[Stored items]
=-=-=-=-=
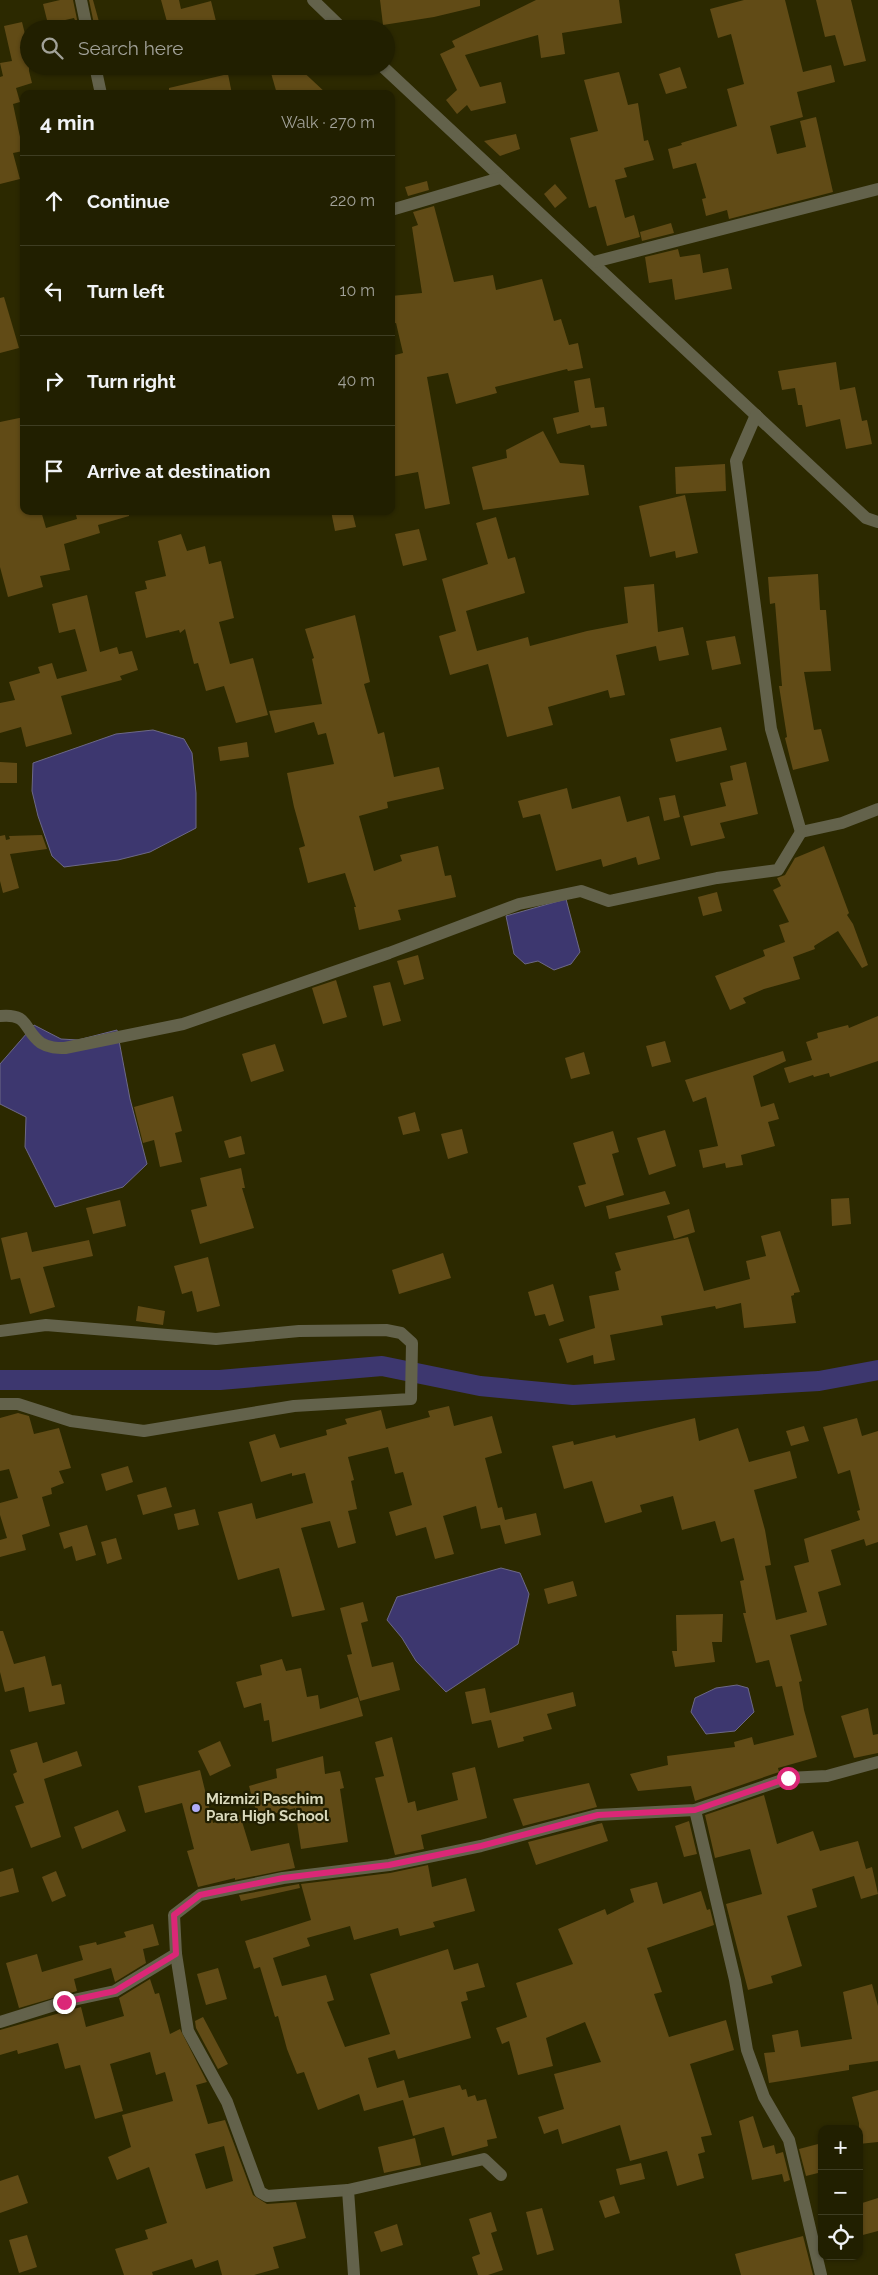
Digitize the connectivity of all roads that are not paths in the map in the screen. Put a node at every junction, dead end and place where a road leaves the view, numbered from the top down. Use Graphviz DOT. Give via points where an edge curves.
graph roads {
  1 [pos="81,0"];
  2 [pos="313,0"];
  3 [pos="85,20"];
  4 [pos="334,20"];
  5 [pos="97,75"];
  6 [pos="391,75"];
  7 [pos="100,90"];
  8 [pos="500,178"];
  9 [pos="878,189"];
  10 [pos="395,209"];
  11 [pos="594,262"];
  12 [pos="756,415"];
  13 [pos="878,522"];
  14 [pos="878,809"];
  15 [pos="801,832"];
  16 [pos="0,1016"];
  17 [pos="0,1331"];
  18 [pos="0,1404"];
  19 [pos="878,1762"];
  20 [pos="695,1810"];
  21 [pos="176,1954"];
  22 [pos="0,2022"];
  23 [pos="501,2175"];
  24 [pos="348,2190"];
  25 [pos="354,2275"];
  26 [pos="821,2275"];
  1 -- 3 [label="street"];
  2 -- 4 [label="street"];
  5 -- 7 [label="street"];
  6 -- 8 [label="street"];
  8 -- 10 [label="street"];
  8 -- 11 [label="street"];
  9 -- 11 [label="street"];
  11 -- 12 [label="street"];
  12 -- 13 [label="street" via="866,518"];
  12 -- 15 [label="street" via="736,461 771,730"];
  14 -- 15 [label="street" via="842,823"];
  15 -- 16 [label="street" via="778,870 717,878 609,901 581,891 520,904 183,1024 52,1048 40,1042 22,1020 12,1015"];
  17 -- 18 [label="street" via="46,1325 216,1339 299,1331 386,1330 401,1333 412,1343 411,1399 294,1406 144,1431 71,1421 18,1404"];
  19 -- 20 [label="street" via="827,1776 788,1778"];
  20 -- 21 [label="street" via="598,1815 481,1846 389,1865 283,1878 200,1895 174,1915"];
  20 -- 26 [label="street" via="735,1980 747,2050 764,2097 789,2140"];
  21 -- 22 [label="street" via="115,1991 64,2002"];
  21 -- 24 [label="street" via="188,2030 227,2102 260,2192 267,2196"];
  23 -- 24 [label="street" via="484,2159"];
  24 -- 25 [label="street"];
}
=-=-=-=-=
▸ **ABOUT THIS EXERCISE**
With the images omitted, output all entries exactly as given.

▸ **RESPONSE AREA**
Digitize the connectivity of all roads that are not paths in the map in the screen. Put a node at every junction, dead end and place where a road leaves the view, numbered from the top down. Use Graphviz DOT. Give via points where an edge curves.
graph roads {
  1 [pos="81,0"];
  2 [pos="313,0"];
  3 [pos="85,20"];
  4 [pos="334,20"];
  5 [pos="97,75"];
  6 [pos="391,75"];
  7 [pos="100,90"];
  8 [pos="500,178"];
  9 [pos="878,189"];
  10 [pos="395,209"];
  11 [pos="594,262"];
  12 [pos="756,415"];
  13 [pos="878,522"];
  14 [pos="878,809"];
  15 [pos="801,832"];
  16 [pos="0,1016"];
  17 [pos="0,1331"];
  18 [pos="0,1404"];
  19 [pos="878,1762"];
  20 [pos="695,1810"];
  21 [pos="176,1954"];
  22 [pos="0,2022"];
  23 [pos="501,2175"];
  24 [pos="348,2190"];
  25 [pos="354,2275"];
  26 [pos="821,2275"];
  1 -- 3 [label="street"];
  2 -- 4 [label="street"];
  5 -- 7 [label="street"];
  6 -- 8 [label="street"];
  8 -- 10 [label="street"];
  8 -- 11 [label="street"];
  9 -- 11 [label="street"];
  11 -- 12 [label="street"];
  12 -- 13 [label="street" via="866,518"];
  12 -- 15 [label="street" via="736,461 771,730"];
  14 -- 15 [label="street" via="842,823"];
  15 -- 16 [label="street" via="778,870 717,878 609,901 581,891 520,904 183,1024 52,1048 40,1042 22,1020 12,1015"];
  17 -- 18 [label="street" via="46,1325 216,1339 299,1331 386,1330 401,1333 412,1343 411,1399 294,1406 144,1431 71,1421 18,1404"];
  19 -- 20 [label="street" via="827,1776 788,1778"];
  20 -- 21 [label="street" via="598,1815 481,1846 389,1865 283,1878 200,1895 174,1915"];
  20 -- 26 [label="street" via="735,1980 747,2050 764,2097 789,2140"];
  21 -- 22 [label="street" via="115,1991 64,2002"];
  21 -- 24 [label="street" via="188,2030 227,2102 260,2192 267,2196"];
  23 -- 24 [label="street" via="484,2159"];
  24 -- 25 [label="street"];
}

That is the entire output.